The corpus callosum left inferior longitudinal fasciculus, and left dorsal visual stream mature more slowly in preterm infants. However, if the infant is healthy, these areas will eventually develop more quickly [59].

Lastly, external factors might also contribute, especially to children’s intelligence. According to the findings, the development of ART children at later stages of life is arguably superior to that of NC children. Since this study only included singletons, ART children were probably the first to be born and may have had fewer siblings. Additionally, the likelihood of their parents cohabiting, remaining married, being employed, and having higher socioeconomic, occupational, and educational levels [43,44,45,46] helped to improve early cognitive stimulation, which impacts academic performance.

According to parental reports, NC children in the toddler, preschool, and primary school age groups had more behavioral issues.

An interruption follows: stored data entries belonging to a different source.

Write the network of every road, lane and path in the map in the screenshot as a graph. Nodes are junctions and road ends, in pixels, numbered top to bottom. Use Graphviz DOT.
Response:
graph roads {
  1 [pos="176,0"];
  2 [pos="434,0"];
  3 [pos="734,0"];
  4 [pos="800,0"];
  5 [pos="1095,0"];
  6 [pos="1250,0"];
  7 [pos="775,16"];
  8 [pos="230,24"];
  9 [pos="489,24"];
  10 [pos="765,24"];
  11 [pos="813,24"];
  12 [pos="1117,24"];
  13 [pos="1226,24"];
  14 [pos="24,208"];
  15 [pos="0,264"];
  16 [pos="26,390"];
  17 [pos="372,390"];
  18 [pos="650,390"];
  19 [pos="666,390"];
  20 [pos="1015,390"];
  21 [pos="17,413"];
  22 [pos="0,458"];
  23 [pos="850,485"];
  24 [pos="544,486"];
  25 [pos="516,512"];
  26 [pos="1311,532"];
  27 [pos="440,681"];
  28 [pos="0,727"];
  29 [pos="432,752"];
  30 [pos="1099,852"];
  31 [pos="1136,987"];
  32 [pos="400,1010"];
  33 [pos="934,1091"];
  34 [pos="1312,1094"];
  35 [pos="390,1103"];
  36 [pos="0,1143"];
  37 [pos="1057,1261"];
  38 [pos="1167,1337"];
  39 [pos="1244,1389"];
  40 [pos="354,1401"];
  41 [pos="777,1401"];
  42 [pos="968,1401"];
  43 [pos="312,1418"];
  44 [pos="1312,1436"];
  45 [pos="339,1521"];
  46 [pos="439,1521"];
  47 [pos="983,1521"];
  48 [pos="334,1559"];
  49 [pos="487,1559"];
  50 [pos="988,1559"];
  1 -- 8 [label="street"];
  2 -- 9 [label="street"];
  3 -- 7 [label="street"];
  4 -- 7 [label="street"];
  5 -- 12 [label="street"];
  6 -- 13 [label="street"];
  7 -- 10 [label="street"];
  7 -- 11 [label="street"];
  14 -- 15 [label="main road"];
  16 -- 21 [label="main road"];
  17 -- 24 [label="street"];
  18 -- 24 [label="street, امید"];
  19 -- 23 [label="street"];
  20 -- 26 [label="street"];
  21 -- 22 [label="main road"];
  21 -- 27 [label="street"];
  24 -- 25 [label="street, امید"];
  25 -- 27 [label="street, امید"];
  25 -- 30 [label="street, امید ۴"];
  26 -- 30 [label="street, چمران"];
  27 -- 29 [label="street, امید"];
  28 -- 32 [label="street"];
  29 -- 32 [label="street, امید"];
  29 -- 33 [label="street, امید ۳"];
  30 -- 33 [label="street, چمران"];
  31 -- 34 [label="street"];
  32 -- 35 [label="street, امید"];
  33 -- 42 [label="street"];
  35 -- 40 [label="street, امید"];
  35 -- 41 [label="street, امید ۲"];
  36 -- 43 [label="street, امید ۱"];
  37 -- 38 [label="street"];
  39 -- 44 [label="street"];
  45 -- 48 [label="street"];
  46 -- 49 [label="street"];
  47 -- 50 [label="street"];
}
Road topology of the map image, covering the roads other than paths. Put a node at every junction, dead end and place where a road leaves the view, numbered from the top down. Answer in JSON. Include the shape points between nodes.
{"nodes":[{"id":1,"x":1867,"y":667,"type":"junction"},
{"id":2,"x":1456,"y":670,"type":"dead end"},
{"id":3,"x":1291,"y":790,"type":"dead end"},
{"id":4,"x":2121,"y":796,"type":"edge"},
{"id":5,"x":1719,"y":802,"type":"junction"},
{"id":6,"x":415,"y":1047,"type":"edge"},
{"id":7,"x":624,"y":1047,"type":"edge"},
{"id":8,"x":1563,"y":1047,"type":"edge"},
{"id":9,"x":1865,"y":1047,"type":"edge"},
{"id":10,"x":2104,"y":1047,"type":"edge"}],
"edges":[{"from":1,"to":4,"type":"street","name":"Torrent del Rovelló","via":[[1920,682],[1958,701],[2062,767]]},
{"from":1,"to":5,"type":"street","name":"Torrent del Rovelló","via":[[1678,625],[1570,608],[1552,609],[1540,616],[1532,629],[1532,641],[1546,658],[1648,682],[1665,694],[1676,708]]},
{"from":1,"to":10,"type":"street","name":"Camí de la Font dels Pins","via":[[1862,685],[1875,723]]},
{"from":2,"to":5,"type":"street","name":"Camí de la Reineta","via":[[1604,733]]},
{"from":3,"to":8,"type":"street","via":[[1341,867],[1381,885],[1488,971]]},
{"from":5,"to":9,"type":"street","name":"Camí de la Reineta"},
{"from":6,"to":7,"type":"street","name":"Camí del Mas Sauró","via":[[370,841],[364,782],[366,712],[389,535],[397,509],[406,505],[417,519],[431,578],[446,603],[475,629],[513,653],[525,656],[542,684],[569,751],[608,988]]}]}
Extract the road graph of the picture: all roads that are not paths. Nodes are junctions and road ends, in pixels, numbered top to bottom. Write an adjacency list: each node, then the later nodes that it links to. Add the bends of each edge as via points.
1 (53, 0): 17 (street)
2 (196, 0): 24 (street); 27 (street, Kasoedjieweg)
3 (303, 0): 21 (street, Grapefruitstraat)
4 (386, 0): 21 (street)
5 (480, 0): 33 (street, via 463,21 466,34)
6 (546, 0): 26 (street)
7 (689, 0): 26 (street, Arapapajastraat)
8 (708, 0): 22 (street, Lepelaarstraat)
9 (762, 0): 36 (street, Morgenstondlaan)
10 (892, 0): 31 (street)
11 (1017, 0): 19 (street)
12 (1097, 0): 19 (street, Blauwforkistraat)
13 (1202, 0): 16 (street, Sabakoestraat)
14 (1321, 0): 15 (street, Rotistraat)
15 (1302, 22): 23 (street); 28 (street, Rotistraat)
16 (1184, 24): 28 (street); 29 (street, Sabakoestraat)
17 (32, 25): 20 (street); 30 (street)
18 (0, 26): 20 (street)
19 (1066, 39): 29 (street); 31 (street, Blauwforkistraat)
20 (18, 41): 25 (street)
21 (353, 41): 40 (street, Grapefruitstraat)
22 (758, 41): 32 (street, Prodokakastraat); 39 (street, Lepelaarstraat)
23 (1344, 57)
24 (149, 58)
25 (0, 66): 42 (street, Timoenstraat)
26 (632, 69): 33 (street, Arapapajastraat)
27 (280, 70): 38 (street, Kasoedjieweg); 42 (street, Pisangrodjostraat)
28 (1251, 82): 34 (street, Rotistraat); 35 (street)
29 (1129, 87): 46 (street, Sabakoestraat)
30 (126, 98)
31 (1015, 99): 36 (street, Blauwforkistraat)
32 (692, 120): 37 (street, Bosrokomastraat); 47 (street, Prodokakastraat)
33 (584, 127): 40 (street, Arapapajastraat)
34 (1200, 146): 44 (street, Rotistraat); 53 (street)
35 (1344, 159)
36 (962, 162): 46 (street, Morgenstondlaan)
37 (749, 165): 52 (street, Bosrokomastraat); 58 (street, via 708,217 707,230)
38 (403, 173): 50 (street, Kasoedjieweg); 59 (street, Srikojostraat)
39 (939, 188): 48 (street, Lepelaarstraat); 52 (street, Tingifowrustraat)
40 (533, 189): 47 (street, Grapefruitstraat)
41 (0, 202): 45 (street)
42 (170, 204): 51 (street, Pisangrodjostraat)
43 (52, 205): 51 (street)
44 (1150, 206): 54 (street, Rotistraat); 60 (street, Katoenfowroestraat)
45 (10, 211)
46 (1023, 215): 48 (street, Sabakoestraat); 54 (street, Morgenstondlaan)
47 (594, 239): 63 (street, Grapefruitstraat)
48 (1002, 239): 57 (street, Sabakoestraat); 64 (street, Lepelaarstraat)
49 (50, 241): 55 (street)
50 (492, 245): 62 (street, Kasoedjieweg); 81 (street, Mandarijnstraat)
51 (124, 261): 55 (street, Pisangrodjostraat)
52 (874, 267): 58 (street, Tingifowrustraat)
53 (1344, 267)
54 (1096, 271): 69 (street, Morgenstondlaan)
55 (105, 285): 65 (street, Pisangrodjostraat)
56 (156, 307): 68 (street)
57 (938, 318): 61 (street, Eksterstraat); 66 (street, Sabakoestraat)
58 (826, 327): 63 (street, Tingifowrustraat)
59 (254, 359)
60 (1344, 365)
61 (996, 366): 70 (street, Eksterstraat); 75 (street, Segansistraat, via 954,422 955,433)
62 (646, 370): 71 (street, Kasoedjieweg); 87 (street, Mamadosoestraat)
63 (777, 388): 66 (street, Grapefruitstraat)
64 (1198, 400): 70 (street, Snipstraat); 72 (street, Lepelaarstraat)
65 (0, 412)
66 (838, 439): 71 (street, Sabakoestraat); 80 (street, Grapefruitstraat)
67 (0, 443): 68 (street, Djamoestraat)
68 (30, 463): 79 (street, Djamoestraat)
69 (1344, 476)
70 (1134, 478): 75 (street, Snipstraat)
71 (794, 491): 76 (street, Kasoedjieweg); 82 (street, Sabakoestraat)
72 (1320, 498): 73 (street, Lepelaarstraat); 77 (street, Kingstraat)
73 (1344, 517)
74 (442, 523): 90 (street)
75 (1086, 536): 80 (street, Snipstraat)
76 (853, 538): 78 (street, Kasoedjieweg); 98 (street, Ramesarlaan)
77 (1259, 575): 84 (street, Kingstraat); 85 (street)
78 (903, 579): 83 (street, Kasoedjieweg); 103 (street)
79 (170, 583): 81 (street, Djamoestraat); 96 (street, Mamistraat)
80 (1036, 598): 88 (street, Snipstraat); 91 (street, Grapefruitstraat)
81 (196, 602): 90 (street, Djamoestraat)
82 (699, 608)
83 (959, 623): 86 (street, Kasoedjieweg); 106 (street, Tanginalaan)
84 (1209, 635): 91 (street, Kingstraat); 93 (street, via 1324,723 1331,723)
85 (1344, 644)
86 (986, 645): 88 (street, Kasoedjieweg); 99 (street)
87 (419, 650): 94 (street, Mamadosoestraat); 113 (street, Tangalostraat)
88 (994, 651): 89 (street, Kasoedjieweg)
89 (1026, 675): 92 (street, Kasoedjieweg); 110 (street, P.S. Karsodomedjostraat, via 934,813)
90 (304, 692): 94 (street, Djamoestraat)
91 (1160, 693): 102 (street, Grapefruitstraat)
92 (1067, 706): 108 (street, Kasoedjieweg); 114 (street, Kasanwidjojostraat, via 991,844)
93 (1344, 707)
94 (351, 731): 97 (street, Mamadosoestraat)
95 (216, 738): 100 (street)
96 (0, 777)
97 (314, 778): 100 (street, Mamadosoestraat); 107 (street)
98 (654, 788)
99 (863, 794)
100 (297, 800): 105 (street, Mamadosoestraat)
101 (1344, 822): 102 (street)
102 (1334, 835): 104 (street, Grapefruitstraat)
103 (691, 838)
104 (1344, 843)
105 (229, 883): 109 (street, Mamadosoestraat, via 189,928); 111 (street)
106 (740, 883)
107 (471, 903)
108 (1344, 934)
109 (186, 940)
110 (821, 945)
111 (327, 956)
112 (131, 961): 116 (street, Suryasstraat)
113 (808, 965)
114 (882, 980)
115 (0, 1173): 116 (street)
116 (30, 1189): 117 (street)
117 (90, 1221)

In contrast, according to their teachers, there were no discernible differences. There were no differences between the young adolescent group’s self-reports and those of their parents. As it solely depends on parents’ perceptions regarding the question related to their children’s behavior, this self-reporting questionnaire method may introduce potential methodological bias.

Lower birth weight, which is more common in ART children, had a significant impact on limbic network connectivity, which is in charge of emotion regulation and internally generated thoughts [60]. However, since all of the children in these studies had scores within normal ranges, we surmise that their limbic development was normal based on the most recent results. The influence of parenting factors on a child’s externalizing and internalizing behavior may be more significant. Parenting stress impact externalizing behavior, whereas parenting negative engagement impact internalizing behavior [61]. Compared to naturally fertile mothers, ART mothers express more warmth and positive feelings toward their children and greater parental competence [26, 62, 63]. These results may indicate a tendency to report socially acceptable responses, given that those behavior problems were assessed using a self-reported questionnaire [64].

Limitations

The evidence is arguably weak because the current study is a systematic review based on a limited number of studies. A type II statistical error or false negative may result from a small sample size. This occurs when the null hypothesis—which claims no differences between the two groups being compared—is incorrect but still accepted [65]. The second drawback stems from the fact that the analyzed studies used a variety of instruments with various scales, resulting in the evaluation of distinct areas of motoric and intellectual development. This restriction may have introduced bias due to heterogeneity.

Subtest categorization and standardized mean differences based on tested theory can overcome this drawback. Third, the widely used method for evaluating children’s behavioral issues is based on self-reports, which may have information bias. Fourth, the included studies did not mention any additional pediatric medical conditions that might impact the results of their neurodevelopmental studies. For instance, none of the studies mentioned bronchopulmonary dysplasia, a condition frequently associated with brain abnormalities in very preterm infants [66].

Conclusion

This meta-analysis identified differences on certain aspects of intelligence between ART and NC children. The non-verbal intelligence score of ART toddlers was significantly lower than that of NC toddlers; however, preschool and primary school ART children showed comparable results in all areas of intelligence compared to their NC counterparts. Interestingly, ART young adolescents scored significantly higher academic scores than NC young adolescents. ART toddlers had significantly lower fine motor skills. Parents of naturally born toddlers and school-age children reported more overall behavioral problems. However, behavior scores of young adolescents from both groups were comparable. These results may be influenced by both internal and external variables, including the year of ART procedures, prevalence of prematurity and low birth weight, family socioeconomic background, and parenting style.